(Michael Chinen)

31 Jan 21
22:19

Books I Read in 2020: Stats

I wanted to write in-depth book reviews for books that I enjoyed in 2020 at the very start of the year. Well, it’s already a month and I haven’t gotten to it.
So to kickstart it, I’m just going to make the task easier and just list some of the books I read in 2020 that were noteworthy with one or two sentences. And to narrow it down further, I’m just going to talk about stats-related books, because I read a few of them.

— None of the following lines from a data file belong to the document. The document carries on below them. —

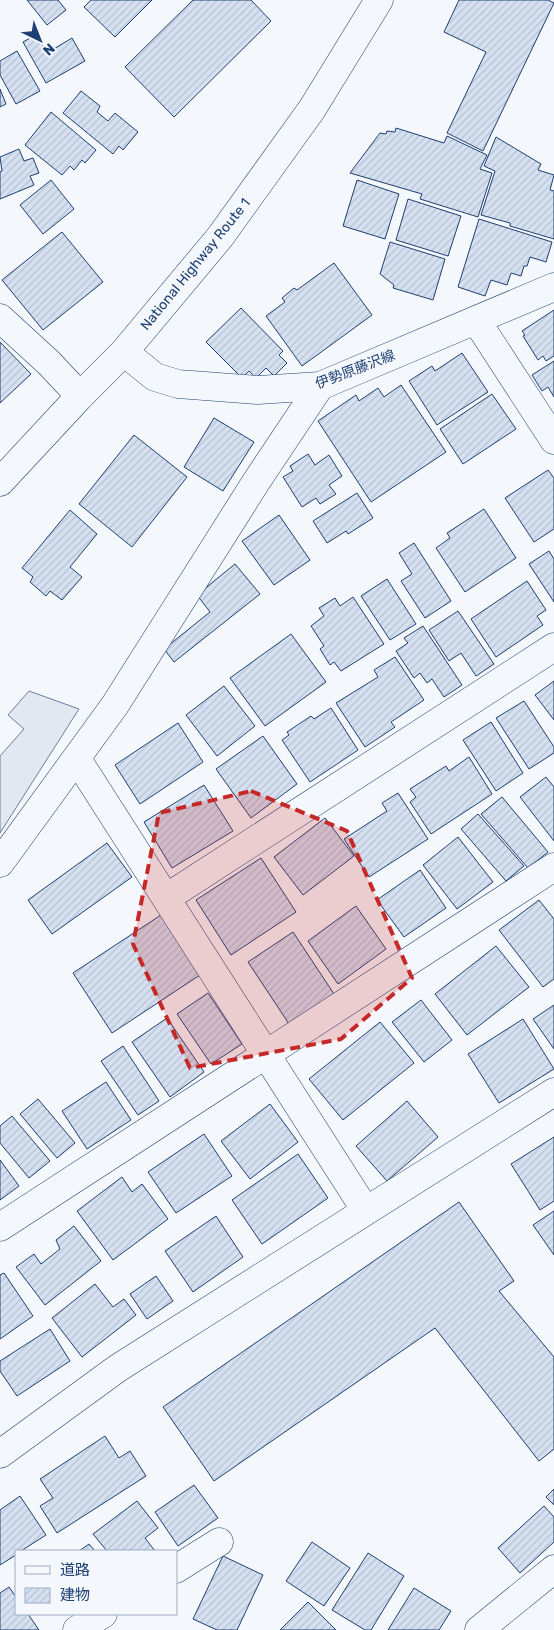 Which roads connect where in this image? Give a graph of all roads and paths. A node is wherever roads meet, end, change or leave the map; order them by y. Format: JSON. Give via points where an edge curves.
{"nodes":[{"id":1,"x":379,"y":0,"type":"edge"},
{"id":2,"x":554,"y":287,"type":"edge"},
{"id":3,"x":0,"y":318,"type":"edge"},
{"id":4,"x":476,"y":320,"type":"junction"},
{"id":5,"x":124,"y":352,"type":"junction"},
{"id":6,"x":320,"y":386,"type":"junction"},
{"id":7,"x":80,"y":396,"type":"junction"},
{"id":8,"x":554,"y":440,"type":"edge"},
{"id":9,"x":0,"y":482,"type":"edge"},
{"id":10,"x":554,"y":647,"type":"edge"},
{"id":11,"x":77,"y":759,"type":"junction"},
{"id":12,"x":0,"y":863,"type":"edge"},
{"id":13,"x":554,"y":867,"type":"edge"},
{"id":14,"x":166,"y":898,"type":"junction"},
{"id":15,"x":265,"y":1054,"type":"junction"},
{"id":16,"x":554,"y":1092,"type":"edge"},
{"id":17,"x":366,"y":1211,"type":"junction"},
{"id":18,"x":0,"y":1227,"type":"edge"},
{"id":19,"x":0,"y":1454,"type":"edge"},
{"id":20,"x":220,"y":1542,"type":"dead end"},
{"id":21,"x":178,"y":1568,"type":"edge"},
{"id":22,"x":554,"y":1569,"type":"edge"},
{"id":23,"x":101,"y":1615,"type":"edge"},
{"id":24,"x":77,"y":1630,"type":"edge"},
{"id":25,"x":479,"y":1630,"type":"edge"}],
"edges":[{"from":1,"to":5,"type":"main road","name":"National Highway Route 1","via":[[312,109],[226,229]]},
{"from":2,"to":4,"type":"main road","name":"伊勢原藤沢線"},
{"from":3,"to":7,"type":"main road"},
{"from":4,"to":6,"type":"main road","name":"伊勢原藤沢線"},
{"from":4,"to":8,"type":"main road"},
{"from":5,"to":6,"type":"main road","name":"伊勢原藤沢線","via":[[155,377],[178,384],[258,390]]},
{"from":5,"to":7,"type":"main road","name":"National Highway Route 1"},
{"from":6,"to":11,"type":"main road"},
{"from":7,"to":9,"type":"main road","name":"National Highway Route 1"},
{"from":10,"to":14,"type":"main road"},
{"from":11,"to":12,"type":"main road"},
{"from":11,"to":14,"type":"main road"},
{"from":13,"to":15,"type":"main road"},
{"from":14,"to":15,"type":"main road"},
{"from":15,"to":17,"type":"main road"},
{"from":15,"to":18,"type":"main road"},
{"from":16,"to":17,"type":"main road"},
{"from":17,"to":19,"type":"main road","via":[[118,1368]]},
{"from":20,"to":21,"type":"main road"},
{"from":22,"to":25,"type":"main road"},
{"from":23,"to":24,"type":"main road"}]}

Science Fictions, Stuart Ritchie (2020)

This is a relentless, even thrilling debunking of bad science, starting with the replication crisis in psychology and ending up touching much more than I expected. The stories are captivating, and the explanations focus on the system’s perverse incentives for fraud, hype and negligence more than blaming the individuals (although there is definitely shaming where it is called for). The criticism of Kahneman’s overconfidence in Thinking Fast and Slow was refreshing to read, because he (and Yudkowsky in his senquences) says something to the effect of ‘you have no other choice to believe after reading these studies’, which felt like it didn’t match the larger message about questioning your beliefs and updating them on new information. It is a good lesson, not without a healthy helping of irony that rationalists need to be told that they should be less confident that they don’t know everything yet. Another great criticism was about the hugely popular, and often unchallenged Matthew Walker’s Why We Sleep, which I just took at face value before reading this book.

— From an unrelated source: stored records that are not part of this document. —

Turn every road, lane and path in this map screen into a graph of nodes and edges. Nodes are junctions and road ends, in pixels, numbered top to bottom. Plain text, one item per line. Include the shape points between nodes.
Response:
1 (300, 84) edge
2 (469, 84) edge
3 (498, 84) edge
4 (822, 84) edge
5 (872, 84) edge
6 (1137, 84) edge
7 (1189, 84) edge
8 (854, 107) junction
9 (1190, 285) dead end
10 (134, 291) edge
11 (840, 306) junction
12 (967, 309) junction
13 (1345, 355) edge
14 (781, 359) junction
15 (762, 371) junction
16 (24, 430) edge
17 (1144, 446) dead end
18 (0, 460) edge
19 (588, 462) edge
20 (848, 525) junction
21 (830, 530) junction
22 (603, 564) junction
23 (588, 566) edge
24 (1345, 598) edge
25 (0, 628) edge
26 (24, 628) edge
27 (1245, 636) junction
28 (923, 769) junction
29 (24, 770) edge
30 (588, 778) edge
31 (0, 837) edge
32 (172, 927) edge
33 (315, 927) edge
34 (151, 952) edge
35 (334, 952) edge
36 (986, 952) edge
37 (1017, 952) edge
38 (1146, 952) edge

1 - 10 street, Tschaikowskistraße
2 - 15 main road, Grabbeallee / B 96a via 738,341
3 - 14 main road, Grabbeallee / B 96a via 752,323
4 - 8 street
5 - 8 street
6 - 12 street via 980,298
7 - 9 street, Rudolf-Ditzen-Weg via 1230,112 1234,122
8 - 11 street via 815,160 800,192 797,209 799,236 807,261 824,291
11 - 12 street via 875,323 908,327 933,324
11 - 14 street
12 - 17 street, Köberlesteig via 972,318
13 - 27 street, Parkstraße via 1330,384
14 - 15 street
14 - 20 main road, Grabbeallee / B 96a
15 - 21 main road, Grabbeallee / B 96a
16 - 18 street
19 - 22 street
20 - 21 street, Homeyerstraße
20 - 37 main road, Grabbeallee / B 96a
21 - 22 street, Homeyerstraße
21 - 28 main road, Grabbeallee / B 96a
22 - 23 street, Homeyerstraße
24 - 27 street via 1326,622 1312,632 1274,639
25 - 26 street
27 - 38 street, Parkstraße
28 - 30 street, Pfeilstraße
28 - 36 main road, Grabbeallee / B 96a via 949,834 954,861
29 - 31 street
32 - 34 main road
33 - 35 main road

Statistical Rethinking, Richard McElreath, 2nd edition (2020)

This is an excellent introduction to Bayesian statistics, and pairs wonderfully with the author’s engaging, enlightening, and entertaining recorded 2019 lectures on YouTube as well as the homework problems on GitHub. Miraculously, McElreath manages to pull off a new video phenomena that mixes statistics with hints of standup comedy. There are no mesmerizing 3blue1brown-like plots, but McElreath picks interesting problems and datasets to play with, and breaks down the model into the core components that a newcomer would need to understand it. I also appreciate that the course is designed for a wide range of people, so there are very little assumptions about math backgrounds, but if you know calculus, information theory, and linear algebra, there are nice little asides that go deeper. It’s also great how up-to-date the book is – I didn’t expect to be so interested by the developments in Hamiltonian Monte Carlo that have come in the past few years, but it seems the field is undergoing rapid development. This book also helped me with understanding casual inference and confounders and is a great follow-up to the casual-reader oriented Pearl book mentioned below.

The Book of Why, Judea Pearl (2018)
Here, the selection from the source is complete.